*Task instructions*. Could you write out the whole listing exactly as it appears?

───── Entries shown ─────

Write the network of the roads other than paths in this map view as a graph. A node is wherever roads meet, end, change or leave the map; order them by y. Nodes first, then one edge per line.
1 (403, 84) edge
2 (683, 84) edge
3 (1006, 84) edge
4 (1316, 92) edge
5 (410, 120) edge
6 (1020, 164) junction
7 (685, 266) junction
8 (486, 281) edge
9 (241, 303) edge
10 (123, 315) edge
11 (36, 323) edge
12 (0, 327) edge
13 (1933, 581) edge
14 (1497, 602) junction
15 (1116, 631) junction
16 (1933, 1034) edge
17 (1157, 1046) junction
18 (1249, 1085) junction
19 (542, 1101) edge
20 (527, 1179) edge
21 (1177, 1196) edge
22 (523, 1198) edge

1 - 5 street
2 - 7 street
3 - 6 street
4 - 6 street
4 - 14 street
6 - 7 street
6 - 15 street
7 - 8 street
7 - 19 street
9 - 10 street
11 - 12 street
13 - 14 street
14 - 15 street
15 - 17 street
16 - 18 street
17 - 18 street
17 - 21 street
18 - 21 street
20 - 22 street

─────

*Exercise answer*.
Write the network of the roads other than paths in this map view as a graph. A node is wherever roads meet, end, change or leave the map; order them by y. Nodes first, then one edge per line.
1 (403, 84) edge
2 (683, 84) edge
3 (1006, 84) edge
4 (1316, 92) edge
5 (410, 120) edge
6 (1020, 164) junction
7 (685, 266) junction
8 (486, 281) edge
9 (241, 303) edge
10 (123, 315) edge
11 (36, 323) edge
12 (0, 327) edge
13 (1933, 581) edge
14 (1497, 602) junction
15 (1116, 631) junction
16 (1933, 1034) edge
17 (1157, 1046) junction
18 (1249, 1085) junction
19 (542, 1101) edge
20 (527, 1179) edge
21 (1177, 1196) edge
22 (523, 1198) edge

1 - 5 street
2 - 7 street
3 - 6 street
4 - 6 street
4 - 14 street
6 - 7 street
6 - 15 street
7 - 8 street
7 - 19 street
9 - 10 street
11 - 12 street
13 - 14 street
14 - 15 street
15 - 17 street
16 - 18 street
17 - 18 street
17 - 21 street
18 - 21 street
20 - 22 street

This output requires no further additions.